* _WHAT THE TASK ASKS_
Your task is to copy every entry exactly.
*** Begin section ***
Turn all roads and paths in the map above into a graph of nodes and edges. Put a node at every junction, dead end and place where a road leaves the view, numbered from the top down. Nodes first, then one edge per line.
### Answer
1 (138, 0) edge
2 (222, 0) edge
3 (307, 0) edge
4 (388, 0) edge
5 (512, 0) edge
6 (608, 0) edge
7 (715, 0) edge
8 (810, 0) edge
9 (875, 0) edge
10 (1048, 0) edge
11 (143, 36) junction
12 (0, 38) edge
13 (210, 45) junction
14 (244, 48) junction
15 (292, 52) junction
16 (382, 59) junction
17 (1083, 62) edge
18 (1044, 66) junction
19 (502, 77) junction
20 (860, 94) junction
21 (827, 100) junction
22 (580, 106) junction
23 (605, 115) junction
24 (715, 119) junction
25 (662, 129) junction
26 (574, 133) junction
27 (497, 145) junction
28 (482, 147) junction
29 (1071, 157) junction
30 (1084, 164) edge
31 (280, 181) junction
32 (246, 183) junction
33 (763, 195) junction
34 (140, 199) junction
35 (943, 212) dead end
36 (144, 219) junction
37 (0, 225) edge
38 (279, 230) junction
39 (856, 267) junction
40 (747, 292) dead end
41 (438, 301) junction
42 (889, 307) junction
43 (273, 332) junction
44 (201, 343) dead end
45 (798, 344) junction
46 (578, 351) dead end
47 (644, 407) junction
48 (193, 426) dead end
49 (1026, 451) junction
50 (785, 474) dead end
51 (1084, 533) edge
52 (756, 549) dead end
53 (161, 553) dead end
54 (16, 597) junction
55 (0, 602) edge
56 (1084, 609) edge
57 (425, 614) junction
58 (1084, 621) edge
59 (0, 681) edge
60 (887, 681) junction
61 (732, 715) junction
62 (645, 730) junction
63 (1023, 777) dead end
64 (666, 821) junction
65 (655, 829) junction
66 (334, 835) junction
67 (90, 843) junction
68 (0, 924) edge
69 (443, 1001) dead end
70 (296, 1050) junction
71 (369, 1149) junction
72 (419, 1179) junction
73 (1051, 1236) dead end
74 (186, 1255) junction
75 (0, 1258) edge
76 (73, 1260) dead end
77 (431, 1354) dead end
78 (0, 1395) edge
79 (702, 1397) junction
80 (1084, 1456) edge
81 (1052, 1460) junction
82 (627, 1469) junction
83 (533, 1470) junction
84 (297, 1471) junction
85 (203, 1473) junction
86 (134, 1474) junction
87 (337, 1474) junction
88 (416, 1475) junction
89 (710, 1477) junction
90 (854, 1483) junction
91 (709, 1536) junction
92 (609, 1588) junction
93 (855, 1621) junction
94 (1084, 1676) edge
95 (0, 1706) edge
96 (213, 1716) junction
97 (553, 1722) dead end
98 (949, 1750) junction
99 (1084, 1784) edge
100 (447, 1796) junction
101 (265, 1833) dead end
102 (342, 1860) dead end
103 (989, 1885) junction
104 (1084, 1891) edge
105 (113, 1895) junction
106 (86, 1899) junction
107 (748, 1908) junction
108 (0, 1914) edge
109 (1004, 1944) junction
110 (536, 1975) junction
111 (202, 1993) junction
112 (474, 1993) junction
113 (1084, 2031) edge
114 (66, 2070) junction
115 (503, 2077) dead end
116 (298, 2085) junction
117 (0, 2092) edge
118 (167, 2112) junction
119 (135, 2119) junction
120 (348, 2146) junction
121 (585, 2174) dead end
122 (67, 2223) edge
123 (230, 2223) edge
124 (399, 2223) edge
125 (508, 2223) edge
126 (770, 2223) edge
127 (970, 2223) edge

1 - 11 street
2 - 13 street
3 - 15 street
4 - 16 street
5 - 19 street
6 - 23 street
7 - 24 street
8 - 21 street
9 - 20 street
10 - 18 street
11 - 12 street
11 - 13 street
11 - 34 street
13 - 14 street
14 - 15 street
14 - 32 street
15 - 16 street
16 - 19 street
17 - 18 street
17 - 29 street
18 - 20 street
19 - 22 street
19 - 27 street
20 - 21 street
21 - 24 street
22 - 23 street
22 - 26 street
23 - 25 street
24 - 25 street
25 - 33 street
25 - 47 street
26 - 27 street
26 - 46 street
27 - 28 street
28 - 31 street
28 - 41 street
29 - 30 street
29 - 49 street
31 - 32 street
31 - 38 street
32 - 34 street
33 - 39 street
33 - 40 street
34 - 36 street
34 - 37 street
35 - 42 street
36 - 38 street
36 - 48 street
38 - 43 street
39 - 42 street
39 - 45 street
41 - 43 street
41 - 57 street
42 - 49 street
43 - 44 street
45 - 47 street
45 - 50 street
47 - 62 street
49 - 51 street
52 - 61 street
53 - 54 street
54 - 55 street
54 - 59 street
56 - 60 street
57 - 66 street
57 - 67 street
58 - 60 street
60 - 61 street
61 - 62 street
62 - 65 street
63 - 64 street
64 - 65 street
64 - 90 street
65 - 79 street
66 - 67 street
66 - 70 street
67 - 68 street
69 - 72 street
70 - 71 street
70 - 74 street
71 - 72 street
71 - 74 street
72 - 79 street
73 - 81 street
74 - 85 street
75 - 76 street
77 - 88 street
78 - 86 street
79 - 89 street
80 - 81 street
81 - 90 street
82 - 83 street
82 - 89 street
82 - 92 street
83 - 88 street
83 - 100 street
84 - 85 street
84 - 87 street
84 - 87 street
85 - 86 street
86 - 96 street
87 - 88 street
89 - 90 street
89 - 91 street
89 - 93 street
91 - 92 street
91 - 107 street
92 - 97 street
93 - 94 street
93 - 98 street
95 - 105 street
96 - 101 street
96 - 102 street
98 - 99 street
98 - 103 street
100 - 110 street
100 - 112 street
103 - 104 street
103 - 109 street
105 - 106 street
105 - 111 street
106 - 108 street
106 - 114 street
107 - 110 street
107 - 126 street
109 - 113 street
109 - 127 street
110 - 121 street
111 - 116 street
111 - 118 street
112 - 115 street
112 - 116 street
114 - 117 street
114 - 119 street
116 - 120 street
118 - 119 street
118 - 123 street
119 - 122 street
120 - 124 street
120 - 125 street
*** End section ***
* _COMPLETED EXERCISE_
Turn all roads and paths in the map above into a graph of nodes and edges. Put a node at every junction, dead end and place where a road leaves the view, numbered from the top down. Nodes first, then one edge per line.
### Answer
1 (138, 0) edge
2 (222, 0) edge
3 (307, 0) edge
4 (388, 0) edge
5 (512, 0) edge
6 (608, 0) edge
7 (715, 0) edge
8 (810, 0) edge
9 (875, 0) edge
10 (1048, 0) edge
11 (143, 36) junction
12 (0, 38) edge
13 (210, 45) junction
14 (244, 48) junction
15 (292, 52) junction
16 (382, 59) junction
17 (1083, 62) edge
18 (1044, 66) junction
19 (502, 77) junction
20 (860, 94) junction
21 (827, 100) junction
22 (580, 106) junction
23 (605, 115) junction
24 (715, 119) junction
25 (662, 129) junction
26 (574, 133) junction
27 (497, 145) junction
28 (482, 147) junction
29 (1071, 157) junction
30 (1084, 164) edge
31 (280, 181) junction
32 (246, 183) junction
33 (763, 195) junction
34 (140, 199) junction
35 (943, 212) dead end
36 (144, 219) junction
37 (0, 225) edge
38 (279, 230) junction
39 (856, 267) junction
40 (747, 292) dead end
41 (438, 301) junction
42 (889, 307) junction
43 (273, 332) junction
44 (201, 343) dead end
45 (798, 344) junction
46 (578, 351) dead end
47 (644, 407) junction
48 (193, 426) dead end
49 (1026, 451) junction
50 (785, 474) dead end
51 (1084, 533) edge
52 (756, 549) dead end
53 (161, 553) dead end
54 (16, 597) junction
55 (0, 602) edge
56 (1084, 609) edge
57 (425, 614) junction
58 (1084, 621) edge
59 (0, 681) edge
60 (887, 681) junction
61 (732, 715) junction
62 (645, 730) junction
63 (1023, 777) dead end
64 (666, 821) junction
65 (655, 829) junction
66 (334, 835) junction
67 (90, 843) junction
68 (0, 924) edge
69 (443, 1001) dead end
70 (296, 1050) junction
71 (369, 1149) junction
72 (419, 1179) junction
73 (1051, 1236) dead end
74 (186, 1255) junction
75 (0, 1258) edge
76 (73, 1260) dead end
77 (431, 1354) dead end
78 (0, 1395) edge
79 (702, 1397) junction
80 (1084, 1456) edge
81 (1052, 1460) junction
82 (627, 1469) junction
83 (533, 1470) junction
84 (297, 1471) junction
85 (203, 1473) junction
86 (134, 1474) junction
87 (337, 1474) junction
88 (416, 1475) junction
89 (710, 1477) junction
90 (854, 1483) junction
91 (709, 1536) junction
92 (609, 1588) junction
93 (855, 1621) junction
94 (1084, 1676) edge
95 (0, 1706) edge
96 (213, 1716) junction
97 (553, 1722) dead end
98 (949, 1750) junction
99 (1084, 1784) edge
100 (447, 1796) junction
101 (265, 1833) dead end
102 (342, 1860) dead end
103 (989, 1885) junction
104 (1084, 1891) edge
105 (113, 1895) junction
106 (86, 1899) junction
107 (748, 1908) junction
108 (0, 1914) edge
109 (1004, 1944) junction
110 (536, 1975) junction
111 (202, 1993) junction
112 (474, 1993) junction
113 (1084, 2031) edge
114 (66, 2070) junction
115 (503, 2077) dead end
116 (298, 2085) junction
117 (0, 2092) edge
118 (167, 2112) junction
119 (135, 2119) junction
120 (348, 2146) junction
121 (585, 2174) dead end
122 (67, 2223) edge
123 (230, 2223) edge
124 (399, 2223) edge
125 (508, 2223) edge
126 (770, 2223) edge
127 (970, 2223) edge

1 - 11 street
2 - 13 street
3 - 15 street
4 - 16 street
5 - 19 street
6 - 23 street
7 - 24 street
8 - 21 street
9 - 20 street
10 - 18 street
11 - 12 street
11 - 13 street
11 - 34 street
13 - 14 street
14 - 15 street
14 - 32 street
15 - 16 street
16 - 19 street
17 - 18 street
17 - 29 street
18 - 20 street
19 - 22 street
19 - 27 street
20 - 21 street
21 - 24 street
22 - 23 street
22 - 26 street
23 - 25 street
24 - 25 street
25 - 33 street
25 - 47 street
26 - 27 street
26 - 46 street
27 - 28 street
28 - 31 street
28 - 41 street
29 - 30 street
29 - 49 street
31 - 32 street
31 - 38 street
32 - 34 street
33 - 39 street
33 - 40 street
34 - 36 street
34 - 37 street
35 - 42 street
36 - 38 street
36 - 48 street
38 - 43 street
39 - 42 street
39 - 45 street
41 - 43 street
41 - 57 street
42 - 49 street
43 - 44 street
45 - 47 street
45 - 50 street
47 - 62 street
49 - 51 street
52 - 61 street
53 - 54 street
54 - 55 street
54 - 59 street
56 - 60 street
57 - 66 street
57 - 67 street
58 - 60 street
60 - 61 street
61 - 62 street
62 - 65 street
63 - 64 street
64 - 65 street
64 - 90 street
65 - 79 street
66 - 67 street
66 - 70 street
67 - 68 street
69 - 72 street
70 - 71 street
70 - 74 street
71 - 72 street
71 - 74 street
72 - 79 street
73 - 81 street
74 - 85 street
75 - 76 street
77 - 88 street
78 - 86 street
79 - 89 street
80 - 81 street
81 - 90 street
82 - 83 street
82 - 89 street
82 - 92 street
83 - 88 street
83 - 100 street
84 - 85 street
84 - 87 street
84 - 87 street
85 - 86 street
86 - 96 street
87 - 88 street
89 - 90 street
89 - 91 street
89 - 93 street
91 - 92 street
91 - 107 street
92 - 97 street
93 - 94 street
93 - 98 street
95 - 105 street
96 - 101 street
96 - 102 street
98 - 99 street
98 - 103 street
100 - 110 street
100 - 112 street
103 - 104 street
103 - 109 street
105 - 106 street
105 - 111 street
106 - 108 street
106 - 114 street
107 - 110 street
107 - 126 street
109 - 113 street
109 - 127 street
110 - 121 street
111 - 116 street
111 - 118 street
112 - 115 street
112 - 116 street
114 - 117 street
114 - 119 street
116 - 120 street
118 - 119 street
118 - 123 street
119 - 122 street
120 - 124 street
120 - 125 street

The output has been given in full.